A student protest called the Free Speech Movement took place during the 1964–1965 academic year on the campus of the University of California, Berkeley under the informal leadership of students Mario Savio, Brian Turner, Bettina Aptheker, Steve Weissman, Art Goldberg, Jackie Goldberg, and others. In protests unprecedented in this scope at the time, students insisted that the university administration lift the ban of on-campus political activities and acknowledge the students' right to free speech and academic freedom. In particular, on 2 December 1964 on the steps of Sproul Hall, Mario Savio gave a famous speech: "But we're a bunch of raw materials that don't mean to be—have any process upon us. Don't mean to be made into any product! Don't mean—Don't mean to end up being bought by some clients of the University, be they the government, be they industry, be they organized labor, be they anyone! We're human beings! ... There's a time when the operation of the machine becomes so odious—makes you so sick at heart—that you can't take part. You can't even passively take part. And you've got to put your bodies upon the gears and upon the wheels, upon the levers, upon all the apparatus, and you've got to make it stop. And you've got to indicate to the people who run it, to the people who own it, that unless you're free, the machine will be prevented from working at all."

The New Left opposed what it saw as the prevailing authority structures in society, which it termed "The Establishment", and those who rejected this authority became known as "anti-Establishment". The New Left focused on social activists and their approach to organization, convinced that they could be the source for a better kind of social revolution.
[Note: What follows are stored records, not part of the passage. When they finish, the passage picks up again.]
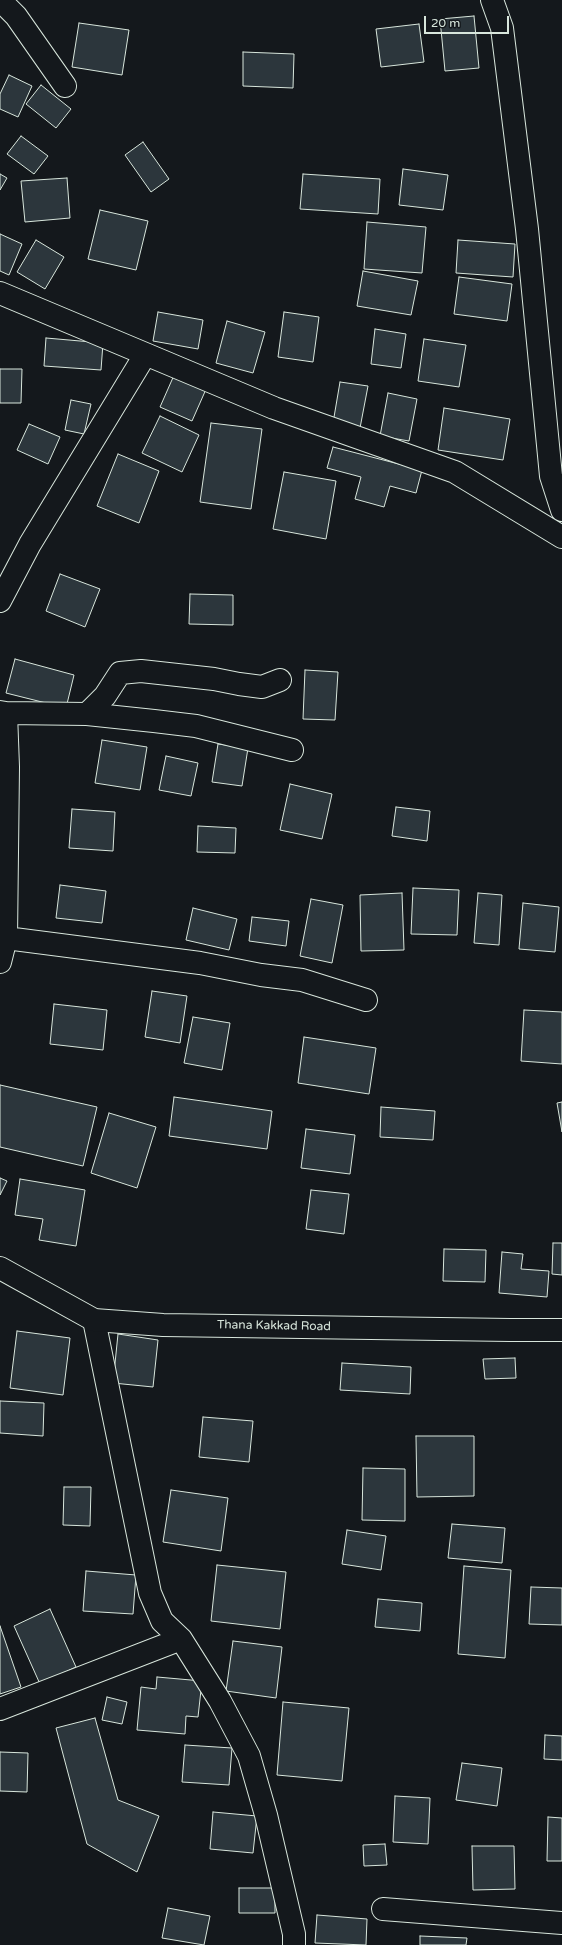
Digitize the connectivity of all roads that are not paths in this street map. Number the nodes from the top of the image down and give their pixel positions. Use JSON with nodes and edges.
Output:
{"nodes":[{"id":1,"x":0,"y":0,"type":"edge"},
{"id":2,"x":492,"y":0,"type":"edge"},
{"id":3,"x":65,"y":86,"type":"dead end"},
{"id":4,"x":0,"y":293,"type":"edge"},
{"id":5,"x":145,"y":355,"type":"junction"},
{"id":6,"x":562,"y":510,"type":"edge"},
{"id":7,"x":562,"y":537,"type":"edge"},
{"id":8,"x":0,"y":601,"type":"edge"},
{"id":9,"x":280,"y":680,"type":"dead end"},
{"id":10,"x":3,"y":713,"type":"edge"},
{"id":11,"x":87,"y":714,"type":"junction"},
{"id":12,"x":292,"y":750,"type":"dead end"},
{"id":13,"x":6,"y":938,"type":"junction"},
{"id":14,"x":0,"y":962,"type":"edge"},
{"id":15,"x":366,"y":1000,"type":"dead end"},
{"id":16,"x":0,"y":1268,"type":"edge"},
{"id":17,"x":94,"y":1320,"type":"junction"},
{"id":18,"x":562,"y":1330,"type":"edge"},
{"id":19,"x":181,"y":1639,"type":"junction"},
{"id":20,"x":0,"y":1709,"type":"edge"},
{"id":21,"x":383,"y":1909,"type":"dead end"},
{"id":22,"x":562,"y":1923,"type":"edge"},
{"id":23,"x":294,"y":1945,"type":"edge"}],
"edges":[{"from":1,"to":3,"type":"street"},
{"from":2,"to":6,"type":"street"},
{"from":4,"to":5,"type":"street"},
{"from":5,"to":7,"type":"street"},
{"from":5,"to":8,"type":"street"},
{"from":9,"to":11,"type":"street"},
{"from":10,"to":11,"type":"street"},
{"from":10,"to":13,"type":"street"},
{"from":11,"to":12,"type":"street"},
{"from":13,"to":14,"type":"street"},
{"from":13,"to":15,"type":"street"},
{"from":16,"to":17,"type":"street","name":"Thana Kakkad Road"},
{"from":17,"to":18,"type":"street","name":"Thana Kakkad Road"},
{"from":17,"to":19,"type":"street"},
{"from":19,"to":20,"type":"street"},
{"from":19,"to":23,"type":"street"},
{"from":21,"to":22,"type":"street"}]}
The New Left in the United States also included anarchist, countercultural, and hippie-related radical groups such as the Yippies (who were led by Abbie Hoffman), the Diggers, Up Against the Wall Motherfuckers, and the White Panther Party. By late 1966, the Diggers opened free stores which simply gave away their stock, provided free food, distributed free drugs, gave away money, organized free music concerts, and performed works of political art. The Diggers took their name from the original English Diggers led by Gerrard Winstanley and sought to create a mini-society free of money and capitalism. On the other hand, the Yippies (the name allegedly coming from Youth International Party) employed theatrical gestures, such as advancing a pig ("Pigasus the Immortal") as a candidate for president in 1968, to mock the social status quo. They have been described as a highly theatrical, anti-authoritarian, and anarchist youth movement of "symbolic politics". According to ABC News, "The group was known for street theater pranks and was once referred to as the 'Groucho Marxists'." Many of the "old school" political left either ignored or denounced them.
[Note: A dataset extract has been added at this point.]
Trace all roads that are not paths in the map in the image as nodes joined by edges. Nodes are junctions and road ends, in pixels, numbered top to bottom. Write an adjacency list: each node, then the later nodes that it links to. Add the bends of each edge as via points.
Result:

Many New Left thinkers in the United States were influenced by the Vietnam War and the Chinese Cultural Revolution. Some in the U.S. New Left argued that since the Soviet Union could no longer be considered the world center for proletarian revolution, new revolutionary Communist thinkers had to be substituted in its place, such as Mao Zedong, Ho Chi Minh and Fidel Castro. Todd Gitlin in The Whole World Is Watching in describing the movement's influences stated, "The New Left, again, refused the self-discipline of explicit programmatic statement until too late—until, that is, the Marxist–Leninist sects filled the vacuum with dogmas, with clarity on the cheap."

Isserman (2001) reports that the New Left "came to use the word 'liberal' as a political epithet". Historian Richard Ellis (1998) says that the SDS's search for their own identity "increasingly meant rejecting, even demonizing, liberalism". As Wolfe (2010) notes, "no one hated liberals more than leftists".
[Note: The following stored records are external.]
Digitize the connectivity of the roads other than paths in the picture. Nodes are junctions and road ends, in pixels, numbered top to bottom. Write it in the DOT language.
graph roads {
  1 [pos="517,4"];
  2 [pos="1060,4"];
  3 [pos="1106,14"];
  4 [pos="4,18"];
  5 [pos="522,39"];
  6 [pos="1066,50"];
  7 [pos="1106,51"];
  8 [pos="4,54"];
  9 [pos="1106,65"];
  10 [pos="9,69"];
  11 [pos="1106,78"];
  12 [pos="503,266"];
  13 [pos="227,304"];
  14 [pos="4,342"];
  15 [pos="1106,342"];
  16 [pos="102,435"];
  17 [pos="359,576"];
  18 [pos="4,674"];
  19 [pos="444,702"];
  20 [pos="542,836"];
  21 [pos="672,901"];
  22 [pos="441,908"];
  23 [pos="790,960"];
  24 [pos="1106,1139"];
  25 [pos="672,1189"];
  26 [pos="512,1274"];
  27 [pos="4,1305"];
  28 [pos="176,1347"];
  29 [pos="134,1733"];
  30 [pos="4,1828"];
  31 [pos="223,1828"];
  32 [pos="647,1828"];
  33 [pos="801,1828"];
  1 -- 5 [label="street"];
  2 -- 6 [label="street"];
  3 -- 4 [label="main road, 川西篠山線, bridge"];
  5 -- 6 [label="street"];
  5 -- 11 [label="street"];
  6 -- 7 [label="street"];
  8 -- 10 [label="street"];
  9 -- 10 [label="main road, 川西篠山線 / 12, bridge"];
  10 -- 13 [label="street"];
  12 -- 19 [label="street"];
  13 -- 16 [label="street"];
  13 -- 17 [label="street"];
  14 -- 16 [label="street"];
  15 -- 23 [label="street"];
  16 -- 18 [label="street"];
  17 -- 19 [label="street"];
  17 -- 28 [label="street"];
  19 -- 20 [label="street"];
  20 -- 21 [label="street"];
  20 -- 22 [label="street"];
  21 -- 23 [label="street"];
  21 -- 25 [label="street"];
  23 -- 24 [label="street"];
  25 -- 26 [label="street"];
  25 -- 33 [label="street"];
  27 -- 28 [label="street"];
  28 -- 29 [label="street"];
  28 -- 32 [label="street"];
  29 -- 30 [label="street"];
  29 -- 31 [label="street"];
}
Other elements of the U.S. New Left were anarchist and looked to libertarian socialist traditions of American radicalism, the Industrial Workers of the World and union militancy. This group coalesced around the historical journal Radical America. American Autonomist Marxism was also a child of this stream, for instance in the thought of Harry Cleaver. Murray Bookchin was also part of the anarchist stream of the New Left, as were the Yippies.

The U.S. New Left drew inspiration first from the civil disobedience of the civil rights movement, particularly the Student Nonviolent Coordinating Committee (SNCC), and then from black radicalism, particularly the Black Power movement and the more explicitly Maoist and militant Black Panther Party. The Panthers in turn influenced other similar militant groups, like the Young Lords, the Brown Berets and the American Indian Movement. Students immersed themselves into poor communities building up support with the locals. The New Left sought to be a broad based, grass roots movement.

The Vietnam War conducted by liberal President Lyndon B. Johnson was a special target across the worldwide New Left. Johnson and his top officials became unwelcome on American campuses. The anti-war movement escalated the rhetorical heat, as violence broke out on both sides. The climax came at the 1968 Democratic National Convention.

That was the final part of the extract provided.